While bacteria such as O. formigenes that express oxalyl-CoA decarboxylase enzyme systems have been shown to slowly degrade oxalate salts in agar, it is considered highly unlikely that the enzymes in free form are capable of a similar action due to spatial requirements. In contrast, both the oxalate decarboxylase and the oxalate oxidase enzymes act directly on oxalate and therefore represent biochemical factors useful in dissolving or reducing the size of CaOx stones already formed in the urinary tract. Application of such therapy would be especially pertinent for patients who are poor candidates for surgery, have rapidly recurrent formation of stones, and/or have received shockwave lithotripsy. Oxalate-degrading activity of these two latter enzymes could function in unique ways: first, catabolize free oxalate to lower the bioavailability of oxalate thereby reducing levels below supersaturation and permitting precipitated crystals to dissolve naturally, and/or secondly, act directly on CaOx crystals in formed kidney stones to slowly dissolve the CaOx mineral precipitates within the stone matrix. Similarly, treatment of patients with alkaline-citrate, shown to be relatively successful in reducing recurrent disease involving CaOx monohydrate stones or uric acid calculi [60], most likely encompasses multiple biochemical processes without actually participating in active dissolution of the stone.

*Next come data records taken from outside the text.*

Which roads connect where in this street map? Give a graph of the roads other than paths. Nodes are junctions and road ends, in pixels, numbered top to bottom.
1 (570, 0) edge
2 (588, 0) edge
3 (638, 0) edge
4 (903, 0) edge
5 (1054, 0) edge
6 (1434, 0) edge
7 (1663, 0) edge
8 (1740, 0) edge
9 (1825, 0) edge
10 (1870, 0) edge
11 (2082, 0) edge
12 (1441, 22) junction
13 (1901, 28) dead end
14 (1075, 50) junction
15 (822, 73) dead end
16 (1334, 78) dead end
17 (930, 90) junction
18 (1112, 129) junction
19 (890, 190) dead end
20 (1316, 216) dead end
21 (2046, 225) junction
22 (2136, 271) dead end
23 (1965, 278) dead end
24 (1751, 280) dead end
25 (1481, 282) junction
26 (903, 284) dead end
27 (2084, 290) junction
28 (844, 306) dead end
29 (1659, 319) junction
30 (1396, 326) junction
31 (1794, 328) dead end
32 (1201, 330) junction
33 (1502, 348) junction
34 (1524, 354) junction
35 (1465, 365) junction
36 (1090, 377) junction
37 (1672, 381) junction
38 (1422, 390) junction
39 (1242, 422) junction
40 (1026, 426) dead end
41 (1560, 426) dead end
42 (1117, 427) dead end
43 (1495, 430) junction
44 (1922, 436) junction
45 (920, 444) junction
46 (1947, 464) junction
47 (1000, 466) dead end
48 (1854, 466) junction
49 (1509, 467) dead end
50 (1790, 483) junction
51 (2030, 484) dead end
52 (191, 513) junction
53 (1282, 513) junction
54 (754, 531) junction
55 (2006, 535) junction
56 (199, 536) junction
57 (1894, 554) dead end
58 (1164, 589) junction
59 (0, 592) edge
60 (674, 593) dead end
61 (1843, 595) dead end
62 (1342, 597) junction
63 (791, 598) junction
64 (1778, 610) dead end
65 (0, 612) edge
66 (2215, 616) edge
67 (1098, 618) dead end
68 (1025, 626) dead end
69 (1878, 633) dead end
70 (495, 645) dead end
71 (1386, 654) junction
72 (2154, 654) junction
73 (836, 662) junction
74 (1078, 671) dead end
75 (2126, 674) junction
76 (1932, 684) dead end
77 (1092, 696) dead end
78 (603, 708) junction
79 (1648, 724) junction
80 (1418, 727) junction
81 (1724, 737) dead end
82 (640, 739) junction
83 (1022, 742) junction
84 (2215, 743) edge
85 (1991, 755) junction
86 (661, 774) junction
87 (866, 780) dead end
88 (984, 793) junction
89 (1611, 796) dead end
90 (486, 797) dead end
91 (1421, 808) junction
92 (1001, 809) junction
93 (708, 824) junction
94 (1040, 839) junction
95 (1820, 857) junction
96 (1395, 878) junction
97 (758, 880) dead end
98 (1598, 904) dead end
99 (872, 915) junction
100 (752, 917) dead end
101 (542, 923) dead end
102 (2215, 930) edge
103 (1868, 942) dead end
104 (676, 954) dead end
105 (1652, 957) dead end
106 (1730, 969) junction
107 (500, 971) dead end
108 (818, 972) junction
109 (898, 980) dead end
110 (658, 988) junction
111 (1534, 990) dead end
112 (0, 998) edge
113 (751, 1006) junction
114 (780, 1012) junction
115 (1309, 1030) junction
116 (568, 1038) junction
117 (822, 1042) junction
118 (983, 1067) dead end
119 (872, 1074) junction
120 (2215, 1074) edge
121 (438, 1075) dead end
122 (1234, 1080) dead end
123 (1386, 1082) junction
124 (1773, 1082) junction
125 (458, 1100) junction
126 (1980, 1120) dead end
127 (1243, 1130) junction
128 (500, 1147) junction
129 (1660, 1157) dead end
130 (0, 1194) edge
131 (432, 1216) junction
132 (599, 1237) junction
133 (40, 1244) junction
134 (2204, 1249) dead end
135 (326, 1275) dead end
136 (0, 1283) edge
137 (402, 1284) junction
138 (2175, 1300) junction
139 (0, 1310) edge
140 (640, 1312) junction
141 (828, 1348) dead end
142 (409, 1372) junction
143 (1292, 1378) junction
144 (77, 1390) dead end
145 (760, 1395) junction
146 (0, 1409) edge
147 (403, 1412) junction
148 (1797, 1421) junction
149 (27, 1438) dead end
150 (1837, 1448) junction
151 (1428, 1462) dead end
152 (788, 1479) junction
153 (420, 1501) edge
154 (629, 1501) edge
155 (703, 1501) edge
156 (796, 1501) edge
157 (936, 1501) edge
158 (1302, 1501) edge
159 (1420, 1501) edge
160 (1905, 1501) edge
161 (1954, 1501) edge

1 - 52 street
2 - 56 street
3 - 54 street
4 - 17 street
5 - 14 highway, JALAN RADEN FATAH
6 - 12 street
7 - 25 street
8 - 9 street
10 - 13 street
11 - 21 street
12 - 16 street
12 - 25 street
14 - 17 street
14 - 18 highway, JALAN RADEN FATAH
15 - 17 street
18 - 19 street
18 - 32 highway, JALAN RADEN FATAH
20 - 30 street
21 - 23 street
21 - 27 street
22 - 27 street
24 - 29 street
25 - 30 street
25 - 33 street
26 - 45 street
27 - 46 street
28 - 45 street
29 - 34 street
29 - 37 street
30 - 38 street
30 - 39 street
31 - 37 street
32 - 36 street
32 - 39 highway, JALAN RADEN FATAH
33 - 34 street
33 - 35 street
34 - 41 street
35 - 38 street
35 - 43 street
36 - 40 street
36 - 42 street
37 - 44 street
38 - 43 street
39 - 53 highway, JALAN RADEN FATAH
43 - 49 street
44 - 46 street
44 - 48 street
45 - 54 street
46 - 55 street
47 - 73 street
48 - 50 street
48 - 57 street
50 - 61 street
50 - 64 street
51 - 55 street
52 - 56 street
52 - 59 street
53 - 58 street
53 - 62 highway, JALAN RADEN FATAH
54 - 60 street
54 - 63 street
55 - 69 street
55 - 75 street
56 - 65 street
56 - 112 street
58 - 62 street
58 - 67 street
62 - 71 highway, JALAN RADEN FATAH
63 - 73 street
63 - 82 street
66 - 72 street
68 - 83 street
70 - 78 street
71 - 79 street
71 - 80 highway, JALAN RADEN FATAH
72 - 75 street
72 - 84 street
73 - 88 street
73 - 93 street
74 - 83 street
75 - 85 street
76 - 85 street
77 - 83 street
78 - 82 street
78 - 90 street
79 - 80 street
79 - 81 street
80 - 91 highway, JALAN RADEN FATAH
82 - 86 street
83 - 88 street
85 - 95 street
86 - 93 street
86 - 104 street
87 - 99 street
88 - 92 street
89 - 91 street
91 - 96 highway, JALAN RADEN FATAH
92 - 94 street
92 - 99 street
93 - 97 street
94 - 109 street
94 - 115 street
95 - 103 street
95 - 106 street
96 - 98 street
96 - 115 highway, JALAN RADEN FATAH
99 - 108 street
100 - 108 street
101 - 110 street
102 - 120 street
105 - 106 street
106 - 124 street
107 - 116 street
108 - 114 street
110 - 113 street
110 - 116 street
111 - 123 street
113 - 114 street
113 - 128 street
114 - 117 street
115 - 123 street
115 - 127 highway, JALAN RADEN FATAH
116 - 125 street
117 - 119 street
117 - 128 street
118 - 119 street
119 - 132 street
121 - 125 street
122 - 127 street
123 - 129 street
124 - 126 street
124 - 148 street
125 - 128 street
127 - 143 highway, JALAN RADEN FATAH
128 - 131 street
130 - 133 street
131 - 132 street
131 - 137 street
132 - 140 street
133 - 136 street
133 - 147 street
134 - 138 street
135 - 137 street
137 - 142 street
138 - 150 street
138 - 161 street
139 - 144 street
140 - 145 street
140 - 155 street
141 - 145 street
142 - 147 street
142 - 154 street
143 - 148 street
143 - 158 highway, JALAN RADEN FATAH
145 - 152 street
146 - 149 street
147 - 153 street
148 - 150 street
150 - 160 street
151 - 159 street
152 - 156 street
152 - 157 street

In our most recent study [61], we examined the ability of oxalate decarboxylase and oxalate oxidase to dissolve CaOx crystals in an in vitro analysis. Results of this study revealed several important points including: (a) free oxalate decarboxylase enzyme is capable of dissolving CaOx crystals in an enzyme concentration-dependent manner, (b) free oxalate oxidase enzyme proved far less efficient compared to oxalate decarboxylase in dissolving CaOx, (c) in a closed system, the rate at which oxalate decarboxylase enzyme dissolves CaOx crystals drops off due to a reversible inhibition of the enzymatic reaction by formate, a product of the oxalate breakdown, (d) long-term enzymatic activity of oxalate decarboxylase requires the presence of FDH-coupling reagents, and(e) oxalate decarboxylase derived from Bacillus subtilis may not be the ideal source for CaOx stone dissolution as the maximum obtainable velocity was <1.3 % of the true V max of the enzyme. The latter conclusion suggests that oxalate decarboxylases from other organisms need to be examined for possible higher efficacy. Further considerations in trying to design oxalate-dissolving enzyme therapies is the fact that maximum enzymatic activities for both oxalate decarboxylase and oxalate oxidase currently used and studied in detail lie below pH 4.5. Furthermore, it must be remembered that both enzymes are proteins derived form non-mammalian sources and, as such, are immunogenetic molecules. It is not known how modifications such as pegylation could affect enzymatic activities. Clearly, there is much to clarify before these enzymes can be used in a clinical setting as adjuvants for stone dissolution.

Conclusion

Studies in both humans and animal models of hyperoxaluria-associated CaOx kidney stone disease indicate that oxalate-degrading microorganisms, in particular the more widely-studied O. formigenes, are both capable of and important in regulating urinary levels of oxalate. This regulation of oxalate levels reveal trends showing reductions in hyperoxaluria with subsequent lowering of recurrent stone formation. While there is a paucity of studies using free oxalate-degrading enzymes, preliminary in vitro investigations suggest that oxalate decarboxylase and oxalate oxidase possess the potential to actively dissolve CaOx crystals. However, how oxalate-degrading enzymes can be put into clinical practice will require substantial innovative measures, but a successful technology would clearly impact the treatment of recurrent stone disease. It seems reasonable to begin the thought process of how to partner the use of oxalate-degrading microorganisms with their free enzymes to enhance the speed at which CaOx stones dissolve naturally.